L’annonce par Emmanuel Macron, il y a presque un an à Belfort, de la construction de six nouveaux réacteurs nucléaires, avec huit réacteurs supplémentaires en option, a rouvert le débat de la relance du nucléaire français. Le projet de loi de simplification administrative censé accélérer la réalisation de ce « pari industriel » a notamment remis la stratégie nucléaire de la France sur la table.
Les fameux « EPR2 » ont donc polarisé les débats, pourtant, une autre mesure est passée un peu plus inaperçue, alors qu’elle est probablement au moins aussi importante pour le futur du mix énergétique français : la prolongation à 60 ans de la durée de vie du parc nucléaire déjà installé.
Construits entre les années 1970 et 1990, la plupart des réacteurs français passeront leur quatrième visite décennale dans les prochaines années, afin que l’ASN valide leur maintien en fonction.

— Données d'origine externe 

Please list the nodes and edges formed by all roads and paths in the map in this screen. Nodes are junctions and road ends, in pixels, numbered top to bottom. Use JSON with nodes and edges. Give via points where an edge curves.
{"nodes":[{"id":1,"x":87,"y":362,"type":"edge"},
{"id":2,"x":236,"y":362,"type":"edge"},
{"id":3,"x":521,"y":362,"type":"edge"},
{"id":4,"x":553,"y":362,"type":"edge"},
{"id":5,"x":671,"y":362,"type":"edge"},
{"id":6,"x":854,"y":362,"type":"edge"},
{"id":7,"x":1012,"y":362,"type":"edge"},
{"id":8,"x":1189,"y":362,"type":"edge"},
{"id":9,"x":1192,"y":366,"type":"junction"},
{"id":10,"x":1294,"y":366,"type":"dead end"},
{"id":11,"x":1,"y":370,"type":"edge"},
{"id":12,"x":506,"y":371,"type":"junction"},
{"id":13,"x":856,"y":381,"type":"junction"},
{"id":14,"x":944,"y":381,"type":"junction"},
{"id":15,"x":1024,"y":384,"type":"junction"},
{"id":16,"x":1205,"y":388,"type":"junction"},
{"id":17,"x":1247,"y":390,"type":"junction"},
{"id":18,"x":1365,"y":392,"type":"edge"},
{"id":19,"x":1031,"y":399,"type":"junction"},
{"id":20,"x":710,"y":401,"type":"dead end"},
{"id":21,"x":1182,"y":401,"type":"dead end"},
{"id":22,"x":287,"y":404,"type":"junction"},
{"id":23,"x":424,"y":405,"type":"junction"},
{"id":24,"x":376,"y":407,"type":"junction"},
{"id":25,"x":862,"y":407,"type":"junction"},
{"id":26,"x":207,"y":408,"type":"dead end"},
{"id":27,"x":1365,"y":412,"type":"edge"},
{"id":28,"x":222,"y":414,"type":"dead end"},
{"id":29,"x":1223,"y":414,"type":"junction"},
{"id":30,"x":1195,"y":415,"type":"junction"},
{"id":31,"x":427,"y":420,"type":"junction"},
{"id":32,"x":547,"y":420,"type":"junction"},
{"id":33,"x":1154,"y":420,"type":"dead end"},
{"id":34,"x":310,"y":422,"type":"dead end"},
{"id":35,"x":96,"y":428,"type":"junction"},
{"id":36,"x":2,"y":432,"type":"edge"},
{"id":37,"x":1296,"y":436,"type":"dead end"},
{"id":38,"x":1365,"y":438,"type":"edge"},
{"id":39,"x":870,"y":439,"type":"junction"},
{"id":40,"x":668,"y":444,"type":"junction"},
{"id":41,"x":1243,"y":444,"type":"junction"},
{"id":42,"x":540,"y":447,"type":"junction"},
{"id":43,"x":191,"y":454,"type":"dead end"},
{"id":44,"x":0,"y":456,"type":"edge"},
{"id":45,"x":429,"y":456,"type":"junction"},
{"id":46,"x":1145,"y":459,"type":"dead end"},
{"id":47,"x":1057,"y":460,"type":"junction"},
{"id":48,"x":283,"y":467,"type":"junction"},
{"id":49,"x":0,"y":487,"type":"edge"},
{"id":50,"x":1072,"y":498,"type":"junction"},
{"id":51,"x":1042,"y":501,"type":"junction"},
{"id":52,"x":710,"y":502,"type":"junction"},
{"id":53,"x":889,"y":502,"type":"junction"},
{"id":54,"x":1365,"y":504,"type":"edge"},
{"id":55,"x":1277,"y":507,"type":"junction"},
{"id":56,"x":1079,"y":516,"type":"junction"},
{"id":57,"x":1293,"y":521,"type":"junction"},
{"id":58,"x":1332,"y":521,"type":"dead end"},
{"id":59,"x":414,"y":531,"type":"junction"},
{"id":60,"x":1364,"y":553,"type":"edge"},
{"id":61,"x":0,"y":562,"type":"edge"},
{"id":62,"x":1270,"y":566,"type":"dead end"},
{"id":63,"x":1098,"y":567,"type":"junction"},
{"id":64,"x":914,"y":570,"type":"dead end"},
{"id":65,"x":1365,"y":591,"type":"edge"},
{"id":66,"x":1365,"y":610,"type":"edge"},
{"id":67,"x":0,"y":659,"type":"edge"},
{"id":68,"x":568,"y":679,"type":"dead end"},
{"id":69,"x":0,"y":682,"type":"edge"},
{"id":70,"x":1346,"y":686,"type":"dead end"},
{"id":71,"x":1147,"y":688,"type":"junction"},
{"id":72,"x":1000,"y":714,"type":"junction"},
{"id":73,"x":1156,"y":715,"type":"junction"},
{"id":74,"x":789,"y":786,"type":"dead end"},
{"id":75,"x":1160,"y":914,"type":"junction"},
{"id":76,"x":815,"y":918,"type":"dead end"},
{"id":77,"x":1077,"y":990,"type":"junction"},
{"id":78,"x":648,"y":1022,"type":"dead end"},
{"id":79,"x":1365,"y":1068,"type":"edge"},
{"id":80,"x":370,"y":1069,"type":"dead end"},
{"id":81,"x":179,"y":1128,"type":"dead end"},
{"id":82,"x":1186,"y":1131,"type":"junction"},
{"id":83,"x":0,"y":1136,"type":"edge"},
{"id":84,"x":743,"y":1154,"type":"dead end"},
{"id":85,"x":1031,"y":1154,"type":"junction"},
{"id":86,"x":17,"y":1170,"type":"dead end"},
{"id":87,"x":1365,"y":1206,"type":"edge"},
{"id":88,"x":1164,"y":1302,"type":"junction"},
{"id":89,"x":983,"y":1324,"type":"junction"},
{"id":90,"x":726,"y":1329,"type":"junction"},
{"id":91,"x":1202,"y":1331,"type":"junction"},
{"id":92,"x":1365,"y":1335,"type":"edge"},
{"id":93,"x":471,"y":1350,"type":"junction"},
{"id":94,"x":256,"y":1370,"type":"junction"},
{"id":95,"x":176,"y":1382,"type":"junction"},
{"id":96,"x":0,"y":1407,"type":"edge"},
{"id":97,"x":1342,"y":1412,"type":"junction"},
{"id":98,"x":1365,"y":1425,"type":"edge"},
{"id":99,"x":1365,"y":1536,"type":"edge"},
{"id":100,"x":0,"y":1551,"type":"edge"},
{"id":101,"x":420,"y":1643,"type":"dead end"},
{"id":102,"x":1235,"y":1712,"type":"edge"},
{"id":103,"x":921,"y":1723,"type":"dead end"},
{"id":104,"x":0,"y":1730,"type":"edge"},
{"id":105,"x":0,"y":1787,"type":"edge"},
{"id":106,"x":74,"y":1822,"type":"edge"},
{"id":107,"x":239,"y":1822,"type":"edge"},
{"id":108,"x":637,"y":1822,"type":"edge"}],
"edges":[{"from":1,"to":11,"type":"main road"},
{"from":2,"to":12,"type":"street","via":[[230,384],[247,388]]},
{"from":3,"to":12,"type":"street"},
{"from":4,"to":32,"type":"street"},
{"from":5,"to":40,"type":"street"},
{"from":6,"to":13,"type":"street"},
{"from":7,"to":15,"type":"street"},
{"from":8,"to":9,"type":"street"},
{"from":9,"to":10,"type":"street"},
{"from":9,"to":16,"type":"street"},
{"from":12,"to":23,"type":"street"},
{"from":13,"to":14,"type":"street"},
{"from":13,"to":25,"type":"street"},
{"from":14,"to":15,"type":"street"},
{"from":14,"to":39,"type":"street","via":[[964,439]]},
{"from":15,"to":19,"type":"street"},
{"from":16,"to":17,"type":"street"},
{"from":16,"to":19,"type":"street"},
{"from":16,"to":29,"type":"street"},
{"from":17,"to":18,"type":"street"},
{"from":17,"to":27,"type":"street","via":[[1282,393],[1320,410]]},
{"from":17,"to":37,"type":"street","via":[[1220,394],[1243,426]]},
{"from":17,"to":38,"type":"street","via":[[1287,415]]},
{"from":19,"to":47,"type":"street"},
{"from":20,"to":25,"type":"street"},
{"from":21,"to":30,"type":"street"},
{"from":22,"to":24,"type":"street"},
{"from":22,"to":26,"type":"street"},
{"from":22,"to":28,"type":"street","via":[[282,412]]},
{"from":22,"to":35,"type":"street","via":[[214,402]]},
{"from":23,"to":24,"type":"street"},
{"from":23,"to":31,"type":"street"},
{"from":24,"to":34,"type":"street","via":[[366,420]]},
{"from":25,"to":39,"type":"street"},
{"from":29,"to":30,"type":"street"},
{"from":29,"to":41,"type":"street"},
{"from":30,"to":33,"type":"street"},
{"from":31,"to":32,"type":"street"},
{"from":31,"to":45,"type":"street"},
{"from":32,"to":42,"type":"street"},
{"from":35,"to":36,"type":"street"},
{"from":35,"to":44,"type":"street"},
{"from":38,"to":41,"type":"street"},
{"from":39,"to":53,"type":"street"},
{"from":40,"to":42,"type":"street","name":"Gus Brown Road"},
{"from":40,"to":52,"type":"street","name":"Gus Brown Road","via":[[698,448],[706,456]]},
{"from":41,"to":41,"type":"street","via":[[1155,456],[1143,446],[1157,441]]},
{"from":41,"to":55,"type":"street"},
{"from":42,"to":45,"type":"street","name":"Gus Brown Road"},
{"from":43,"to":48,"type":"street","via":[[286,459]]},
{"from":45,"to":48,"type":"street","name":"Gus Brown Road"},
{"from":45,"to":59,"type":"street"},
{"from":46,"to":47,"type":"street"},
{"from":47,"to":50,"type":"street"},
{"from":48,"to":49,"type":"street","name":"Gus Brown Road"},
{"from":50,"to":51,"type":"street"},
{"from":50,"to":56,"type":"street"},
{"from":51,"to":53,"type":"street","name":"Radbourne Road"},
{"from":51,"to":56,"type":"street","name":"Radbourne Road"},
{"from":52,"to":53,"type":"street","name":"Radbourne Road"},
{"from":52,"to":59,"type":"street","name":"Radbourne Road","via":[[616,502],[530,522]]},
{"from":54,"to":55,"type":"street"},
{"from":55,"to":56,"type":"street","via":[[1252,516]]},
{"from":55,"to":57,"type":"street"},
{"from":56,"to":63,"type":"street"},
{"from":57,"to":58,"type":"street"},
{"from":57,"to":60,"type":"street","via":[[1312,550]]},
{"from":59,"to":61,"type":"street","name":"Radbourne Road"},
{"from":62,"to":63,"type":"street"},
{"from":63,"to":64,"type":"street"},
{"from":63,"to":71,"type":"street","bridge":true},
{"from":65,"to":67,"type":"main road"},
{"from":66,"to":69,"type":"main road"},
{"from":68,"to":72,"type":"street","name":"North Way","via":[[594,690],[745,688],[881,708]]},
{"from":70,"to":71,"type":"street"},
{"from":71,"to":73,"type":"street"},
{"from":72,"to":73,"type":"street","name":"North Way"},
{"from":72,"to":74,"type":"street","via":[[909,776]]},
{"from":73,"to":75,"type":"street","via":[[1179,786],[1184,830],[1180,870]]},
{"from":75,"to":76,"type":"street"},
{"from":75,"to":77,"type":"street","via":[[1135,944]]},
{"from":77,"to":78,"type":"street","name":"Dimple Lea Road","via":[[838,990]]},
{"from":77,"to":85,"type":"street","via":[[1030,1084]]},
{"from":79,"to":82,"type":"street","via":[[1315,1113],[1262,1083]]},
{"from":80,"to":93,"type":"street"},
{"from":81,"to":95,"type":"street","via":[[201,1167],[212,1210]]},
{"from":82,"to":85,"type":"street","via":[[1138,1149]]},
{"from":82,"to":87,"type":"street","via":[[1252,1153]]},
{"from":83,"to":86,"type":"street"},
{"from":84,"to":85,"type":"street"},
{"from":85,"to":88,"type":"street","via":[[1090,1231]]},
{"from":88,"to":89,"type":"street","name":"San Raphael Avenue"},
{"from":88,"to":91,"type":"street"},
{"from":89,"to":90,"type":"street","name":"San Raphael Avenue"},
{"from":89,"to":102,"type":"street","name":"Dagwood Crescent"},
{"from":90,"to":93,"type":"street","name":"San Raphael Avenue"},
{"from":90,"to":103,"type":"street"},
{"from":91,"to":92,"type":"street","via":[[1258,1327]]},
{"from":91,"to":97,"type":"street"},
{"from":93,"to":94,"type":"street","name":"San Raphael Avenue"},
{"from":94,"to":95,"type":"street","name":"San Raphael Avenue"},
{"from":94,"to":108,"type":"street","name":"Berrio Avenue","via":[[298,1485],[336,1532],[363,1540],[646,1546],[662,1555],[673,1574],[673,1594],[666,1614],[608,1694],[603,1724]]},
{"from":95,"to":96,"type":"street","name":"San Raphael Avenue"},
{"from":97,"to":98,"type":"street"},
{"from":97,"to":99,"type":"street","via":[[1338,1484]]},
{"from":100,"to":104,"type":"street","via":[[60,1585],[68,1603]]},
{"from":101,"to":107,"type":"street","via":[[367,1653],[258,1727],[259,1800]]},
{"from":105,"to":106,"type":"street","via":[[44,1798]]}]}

Or, les scénarios de RTE sur lesquels s’appuie l’exécutif tablent déjà sur une prolongation du parc nucléaire existant au-delà de 60 ans pour arriver à la neutralité carbone en 2050.
Lors d’une réunion du Conseil de Politique Nucléaire (CPN) ce vendredi 3 février, Emmanuel Macron a validé « le lancement d’études permettant de préparer la prolongation de la durée de vie des centrales existantes à 60 ans et au-delà », « dans des conditions strictes de sûreté garanties par l’Autorité de Sûreté Nucléaire », précise le communiqué de l’Elysée. C’est donc tout le paradoxe pour le moment : la stratégie énergétique de la France présuppose une prolongation des réacteurs qui doit encore être validée par l’ASN.
Et pour cause, si la construction de nouveaux réacteurs a occupé l’espace médiatique et la filière, la prolongation des réacteurs construits entre les années 1970 et la fin des années 1990 représente un enjeu énergétique tout aussi important. Dans le scénario de RTE pour atteindre la neutralité carbone en 2050 avec la part de nucléaire la plus importante dans le mix électrique, la prolongation des réacteurs au-delà de 60 ans représente 8 GW, soit plus de la moitié du parc de nouveau nucléaire si 8 EPR2 sont mis en service d’ici-là (13 GW), et un quart si EDF arrive à pousser à 14 EPR2 (23 GW). Si la filière arrive à mettre en service les 14 EPR2, la production du nouveau parc nucléaire atteindra seulement deux tiers de la production maximale française atteinte au tournant des années 2000 et 2010.